(Exercise details): Only the images get left out; everything else in the records is to be transcribed exactly.
Start of Provided data
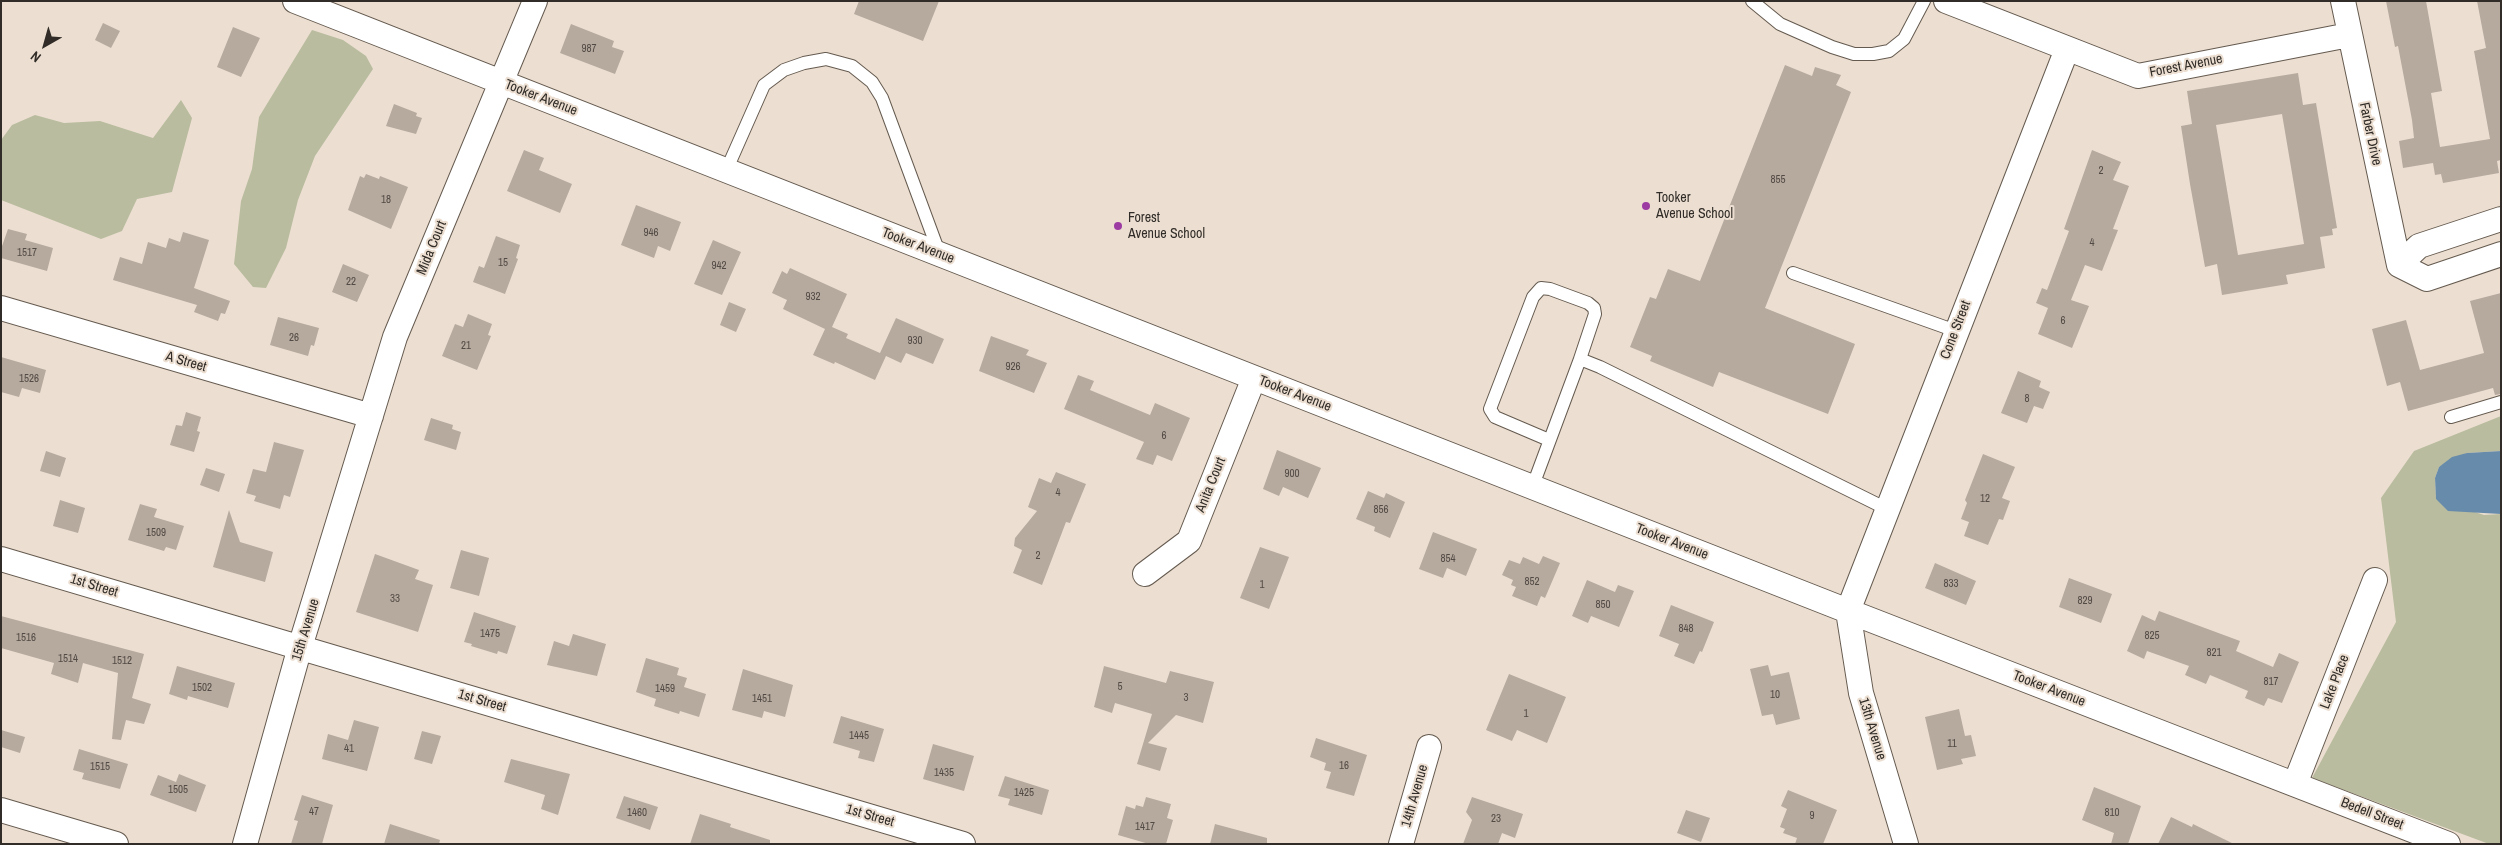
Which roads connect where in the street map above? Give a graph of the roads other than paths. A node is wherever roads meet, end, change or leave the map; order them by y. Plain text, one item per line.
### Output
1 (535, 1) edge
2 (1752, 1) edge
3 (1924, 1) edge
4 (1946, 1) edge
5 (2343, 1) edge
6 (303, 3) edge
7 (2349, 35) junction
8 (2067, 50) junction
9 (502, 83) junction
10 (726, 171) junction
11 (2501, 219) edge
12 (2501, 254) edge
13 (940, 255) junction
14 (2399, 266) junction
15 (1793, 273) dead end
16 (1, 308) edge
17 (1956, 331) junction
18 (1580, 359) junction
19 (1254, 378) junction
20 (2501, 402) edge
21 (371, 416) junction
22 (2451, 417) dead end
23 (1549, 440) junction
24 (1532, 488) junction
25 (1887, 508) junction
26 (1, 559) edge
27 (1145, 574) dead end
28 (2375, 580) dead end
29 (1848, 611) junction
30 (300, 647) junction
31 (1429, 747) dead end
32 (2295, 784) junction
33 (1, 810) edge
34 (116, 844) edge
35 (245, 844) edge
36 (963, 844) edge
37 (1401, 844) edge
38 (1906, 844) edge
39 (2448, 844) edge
End of Provided data
(Answer to the problem):
Which roads connect where in the street map above? Give a graph of the roads other than paths. A node is wherever roads meet, end, change or leave the map; order them by y. Plain text, one item per line.
### Output
1 (535, 1) edge
2 (1752, 1) edge
3 (1924, 1) edge
4 (1946, 1) edge
5 (2343, 1) edge
6 (303, 3) edge
7 (2349, 35) junction
8 (2067, 50) junction
9 (502, 83) junction
10 (726, 171) junction
11 (2501, 219) edge
12 (2501, 254) edge
13 (940, 255) junction
14 (2399, 266) junction
15 (1793, 273) dead end
16 (1, 308) edge
17 (1956, 331) junction
18 (1580, 359) junction
19 (1254, 378) junction
20 (2501, 402) edge
21 (371, 416) junction
22 (2451, 417) dead end
23 (1549, 440) junction
24 (1532, 488) junction
25 (1887, 508) junction
26 (1, 559) edge
27 (1145, 574) dead end
28 (2375, 580) dead end
29 (1848, 611) junction
30 (300, 647) junction
31 (1429, 747) dead end
32 (2295, 784) junction
33 (1, 810) edge
34 (116, 844) edge
35 (245, 844) edge
36 (963, 844) edge
37 (1401, 844) edge
38 (1906, 844) edge
39 (2448, 844) edge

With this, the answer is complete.